Some thought the scene was staged. Others suspected it was a trick. Many felt that the bison that butt-ended the other animal acted selfishly or in a cruel way.

"I love animals," said one of the few commentators who didn't use foul language to describe what happened. "I feel like a such a bad person for smiling. I hope that video ain't real."
Turner, a veteran in the field of nature filmmaking, has no doubt we live in a world that has grown divorced from the realities of Mother Nature.
He also wonders whether websites such as YouTube are contributing to the problem.
"A place like YouTube, with its millions upon millions of videos; how do you value that? How do we put it into any sort of context? It's especially hard with nature subjects if you have no direct experience with it yourself," he says.

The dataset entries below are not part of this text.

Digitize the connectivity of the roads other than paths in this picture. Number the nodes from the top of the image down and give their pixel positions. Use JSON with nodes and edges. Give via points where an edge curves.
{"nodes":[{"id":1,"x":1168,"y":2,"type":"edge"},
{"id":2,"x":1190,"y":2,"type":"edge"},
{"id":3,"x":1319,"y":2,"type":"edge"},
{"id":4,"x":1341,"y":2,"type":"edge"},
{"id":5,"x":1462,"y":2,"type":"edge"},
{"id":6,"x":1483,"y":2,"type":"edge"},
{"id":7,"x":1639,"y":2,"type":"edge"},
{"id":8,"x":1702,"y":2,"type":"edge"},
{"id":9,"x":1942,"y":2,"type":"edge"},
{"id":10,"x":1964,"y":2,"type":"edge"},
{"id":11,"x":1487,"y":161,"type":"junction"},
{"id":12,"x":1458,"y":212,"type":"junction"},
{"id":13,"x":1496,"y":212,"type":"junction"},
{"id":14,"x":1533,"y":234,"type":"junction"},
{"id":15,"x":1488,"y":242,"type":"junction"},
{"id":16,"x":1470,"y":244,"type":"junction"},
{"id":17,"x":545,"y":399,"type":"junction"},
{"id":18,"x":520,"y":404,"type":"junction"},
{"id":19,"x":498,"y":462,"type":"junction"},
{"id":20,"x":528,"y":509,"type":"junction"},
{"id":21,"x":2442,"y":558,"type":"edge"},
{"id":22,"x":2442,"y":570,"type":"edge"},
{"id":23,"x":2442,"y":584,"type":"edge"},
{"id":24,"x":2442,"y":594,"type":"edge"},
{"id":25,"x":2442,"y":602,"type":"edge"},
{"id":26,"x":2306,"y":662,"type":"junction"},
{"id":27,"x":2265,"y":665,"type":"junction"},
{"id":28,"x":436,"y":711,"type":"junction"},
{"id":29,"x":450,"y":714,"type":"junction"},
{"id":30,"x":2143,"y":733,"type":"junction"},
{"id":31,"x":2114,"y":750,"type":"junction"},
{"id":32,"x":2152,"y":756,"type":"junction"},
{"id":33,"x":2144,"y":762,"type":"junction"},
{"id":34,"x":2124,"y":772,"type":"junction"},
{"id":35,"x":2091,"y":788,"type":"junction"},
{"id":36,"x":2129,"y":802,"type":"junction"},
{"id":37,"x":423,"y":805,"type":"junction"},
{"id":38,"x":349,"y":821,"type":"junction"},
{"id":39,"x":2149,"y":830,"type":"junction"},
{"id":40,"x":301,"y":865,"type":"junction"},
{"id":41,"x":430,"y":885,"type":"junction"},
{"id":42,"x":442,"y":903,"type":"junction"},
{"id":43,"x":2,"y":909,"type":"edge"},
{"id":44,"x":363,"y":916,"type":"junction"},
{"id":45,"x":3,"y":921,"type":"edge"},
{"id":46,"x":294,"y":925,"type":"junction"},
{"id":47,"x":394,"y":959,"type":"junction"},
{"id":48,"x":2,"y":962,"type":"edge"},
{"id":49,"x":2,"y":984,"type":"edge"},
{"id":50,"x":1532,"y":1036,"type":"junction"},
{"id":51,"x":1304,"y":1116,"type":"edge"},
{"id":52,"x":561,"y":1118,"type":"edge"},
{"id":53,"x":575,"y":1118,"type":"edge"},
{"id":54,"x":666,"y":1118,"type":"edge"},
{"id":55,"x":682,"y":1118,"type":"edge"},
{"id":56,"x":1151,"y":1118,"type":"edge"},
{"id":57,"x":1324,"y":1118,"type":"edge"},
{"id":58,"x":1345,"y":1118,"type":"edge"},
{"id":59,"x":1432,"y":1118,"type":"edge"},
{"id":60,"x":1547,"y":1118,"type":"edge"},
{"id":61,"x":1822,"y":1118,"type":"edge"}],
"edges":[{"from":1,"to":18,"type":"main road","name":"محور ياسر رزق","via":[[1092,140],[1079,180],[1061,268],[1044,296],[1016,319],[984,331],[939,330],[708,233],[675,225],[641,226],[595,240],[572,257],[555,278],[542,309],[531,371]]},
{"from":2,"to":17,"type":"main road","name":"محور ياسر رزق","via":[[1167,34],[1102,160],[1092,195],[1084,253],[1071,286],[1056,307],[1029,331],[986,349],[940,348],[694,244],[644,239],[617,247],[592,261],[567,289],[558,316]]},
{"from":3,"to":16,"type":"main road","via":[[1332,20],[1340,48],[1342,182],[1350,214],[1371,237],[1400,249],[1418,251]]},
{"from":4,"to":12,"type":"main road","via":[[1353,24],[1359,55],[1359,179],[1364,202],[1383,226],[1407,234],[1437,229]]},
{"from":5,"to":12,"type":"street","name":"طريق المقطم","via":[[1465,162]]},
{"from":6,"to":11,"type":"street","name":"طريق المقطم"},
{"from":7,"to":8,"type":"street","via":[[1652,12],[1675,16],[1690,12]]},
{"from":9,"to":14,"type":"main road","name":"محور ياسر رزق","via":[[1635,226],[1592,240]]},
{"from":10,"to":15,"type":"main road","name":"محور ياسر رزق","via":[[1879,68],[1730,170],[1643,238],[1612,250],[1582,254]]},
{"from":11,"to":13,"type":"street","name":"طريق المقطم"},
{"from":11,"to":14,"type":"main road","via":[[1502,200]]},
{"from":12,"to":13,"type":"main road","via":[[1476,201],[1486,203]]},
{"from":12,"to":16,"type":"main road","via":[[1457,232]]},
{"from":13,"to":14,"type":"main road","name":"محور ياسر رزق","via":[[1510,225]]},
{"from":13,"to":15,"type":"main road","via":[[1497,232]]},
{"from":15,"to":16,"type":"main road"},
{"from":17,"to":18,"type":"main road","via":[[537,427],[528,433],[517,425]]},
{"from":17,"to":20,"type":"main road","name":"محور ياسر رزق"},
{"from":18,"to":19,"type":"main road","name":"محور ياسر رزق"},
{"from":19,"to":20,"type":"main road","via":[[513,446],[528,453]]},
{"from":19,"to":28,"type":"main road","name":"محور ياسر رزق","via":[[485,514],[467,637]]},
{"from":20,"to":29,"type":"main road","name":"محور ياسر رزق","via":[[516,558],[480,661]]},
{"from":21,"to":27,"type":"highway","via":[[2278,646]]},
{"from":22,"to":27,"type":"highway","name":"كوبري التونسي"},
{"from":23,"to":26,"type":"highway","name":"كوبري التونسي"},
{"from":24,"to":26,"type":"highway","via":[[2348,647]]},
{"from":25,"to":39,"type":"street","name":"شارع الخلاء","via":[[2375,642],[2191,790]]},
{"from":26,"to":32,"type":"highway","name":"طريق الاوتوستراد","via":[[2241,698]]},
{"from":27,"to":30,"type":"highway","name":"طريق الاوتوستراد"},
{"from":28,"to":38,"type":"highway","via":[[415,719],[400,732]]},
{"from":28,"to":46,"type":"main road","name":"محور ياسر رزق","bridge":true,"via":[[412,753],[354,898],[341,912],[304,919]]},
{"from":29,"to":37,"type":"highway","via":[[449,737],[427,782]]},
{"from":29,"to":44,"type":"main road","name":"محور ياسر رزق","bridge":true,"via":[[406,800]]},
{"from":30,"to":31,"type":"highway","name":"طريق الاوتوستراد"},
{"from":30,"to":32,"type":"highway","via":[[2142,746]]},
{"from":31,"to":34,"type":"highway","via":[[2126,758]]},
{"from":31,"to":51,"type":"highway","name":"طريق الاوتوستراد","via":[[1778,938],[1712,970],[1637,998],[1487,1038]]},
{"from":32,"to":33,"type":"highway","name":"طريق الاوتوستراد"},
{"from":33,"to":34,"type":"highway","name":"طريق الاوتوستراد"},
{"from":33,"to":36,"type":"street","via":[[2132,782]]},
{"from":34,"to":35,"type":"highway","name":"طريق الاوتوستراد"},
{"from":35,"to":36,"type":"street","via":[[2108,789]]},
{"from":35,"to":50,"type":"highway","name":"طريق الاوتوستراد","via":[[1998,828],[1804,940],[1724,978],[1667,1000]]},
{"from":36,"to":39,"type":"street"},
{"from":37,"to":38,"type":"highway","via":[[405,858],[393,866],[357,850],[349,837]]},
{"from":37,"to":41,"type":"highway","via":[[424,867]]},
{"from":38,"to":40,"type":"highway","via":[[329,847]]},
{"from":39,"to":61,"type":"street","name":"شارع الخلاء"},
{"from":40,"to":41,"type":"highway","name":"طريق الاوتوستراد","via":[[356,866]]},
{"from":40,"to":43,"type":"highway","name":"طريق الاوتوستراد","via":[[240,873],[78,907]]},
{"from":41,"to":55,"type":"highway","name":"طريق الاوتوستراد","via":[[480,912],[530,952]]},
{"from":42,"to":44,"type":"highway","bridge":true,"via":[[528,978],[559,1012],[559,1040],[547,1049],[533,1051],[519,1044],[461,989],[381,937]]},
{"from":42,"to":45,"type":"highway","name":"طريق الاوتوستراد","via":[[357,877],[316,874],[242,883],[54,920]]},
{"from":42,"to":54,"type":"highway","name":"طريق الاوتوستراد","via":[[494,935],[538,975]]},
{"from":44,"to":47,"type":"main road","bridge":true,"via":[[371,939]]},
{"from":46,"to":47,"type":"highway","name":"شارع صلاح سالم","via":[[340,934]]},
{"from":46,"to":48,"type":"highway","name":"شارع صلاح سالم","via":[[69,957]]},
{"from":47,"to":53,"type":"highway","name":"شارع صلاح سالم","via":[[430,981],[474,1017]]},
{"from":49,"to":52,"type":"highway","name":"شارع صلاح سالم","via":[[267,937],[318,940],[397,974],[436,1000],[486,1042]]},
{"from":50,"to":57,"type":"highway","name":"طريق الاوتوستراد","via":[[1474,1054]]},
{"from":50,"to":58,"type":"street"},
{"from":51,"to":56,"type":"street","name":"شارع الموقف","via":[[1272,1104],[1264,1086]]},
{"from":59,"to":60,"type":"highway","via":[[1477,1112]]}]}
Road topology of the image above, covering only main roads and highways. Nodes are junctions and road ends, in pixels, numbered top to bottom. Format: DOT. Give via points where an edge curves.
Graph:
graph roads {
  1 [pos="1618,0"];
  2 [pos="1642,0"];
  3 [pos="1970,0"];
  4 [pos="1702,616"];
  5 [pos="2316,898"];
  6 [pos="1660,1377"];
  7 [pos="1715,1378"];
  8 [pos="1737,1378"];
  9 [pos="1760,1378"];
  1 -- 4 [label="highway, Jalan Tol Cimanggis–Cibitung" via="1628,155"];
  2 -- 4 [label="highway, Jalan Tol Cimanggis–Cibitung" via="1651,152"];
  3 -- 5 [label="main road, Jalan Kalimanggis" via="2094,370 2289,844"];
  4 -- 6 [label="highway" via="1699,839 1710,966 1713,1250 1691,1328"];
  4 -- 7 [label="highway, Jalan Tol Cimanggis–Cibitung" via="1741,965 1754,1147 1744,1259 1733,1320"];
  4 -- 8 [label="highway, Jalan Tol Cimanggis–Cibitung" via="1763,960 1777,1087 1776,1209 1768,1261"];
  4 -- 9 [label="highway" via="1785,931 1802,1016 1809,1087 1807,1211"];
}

He agrees with University of Alberta historian Zac Robinson, who suggests that the editing of the video may have shaped some of the responses to the clip. But Turner says there is no denying the scene that unfolds is extraordinary, no matter how it is presented.
"It was a total fluke that it even happened. But it's so unusual . . . that it was bound to catch people's attention. The scene was cut before the wolves started ripping the bison apart. That makes it easier to laugh at, of course."
Robinson isn't so sure urbanites are more out of touch with the wilderness now than they were before.
"Are humans really divorced from this nature-in-its-rawest-form scene?" he asks. "I see human hands all over the set.

"These are managed bison and wolves in a national park. For all their well-meaning intents, that has a tremendous effect on predator/prey relationships, good and bad. And what about the filming of this scene? What influence did the film crew have in all of this?"
Scientist Lu Carbyn first started studying wolves and bison in Wood Buffalo National Park in 1978, when he was working with the Canadian Wildlife Service.
Now an adjunct professor at the University of Alberta, he describes what was going on in the video in this way:
"These bison are running in a straight line as they almost always do when they are being chased by wolves in deep snow. I can only analyze what I see in the video; there could be other wolves chasing that bigger animal that comes along.
"What I do know from years of watching bison and wolves interacting is that the big bull is thinking of nothing else but escaping. He's not sacrificing the smaller animal to the wolves so he can survive. He's just running as fast as he can, and he knows that running off the beaten track into the deep snow is not going to do the trick. Unfortunately, the smaller animal was in the way."

Said Stu MacMillan, Wood Buffalo's manager of resource conservation: "It was nice to see so many people tune in to a scene that shows what does happen in Wood Buffalo on a regular basis, but disturbing to see how so many just didn't get it."
Like Turner and Robinson, Carbyn laments that so many people today seem to have so little understanding of nature.
"It's not only because they are missing out on something very special and basic to our being," he says. "It's also because their indifference is making it increasingly difficult for those of us who care about the environment. Politicians who favour industrial development over conservation are coming to realize that there are not enough people out there who care enough to vote them out of office."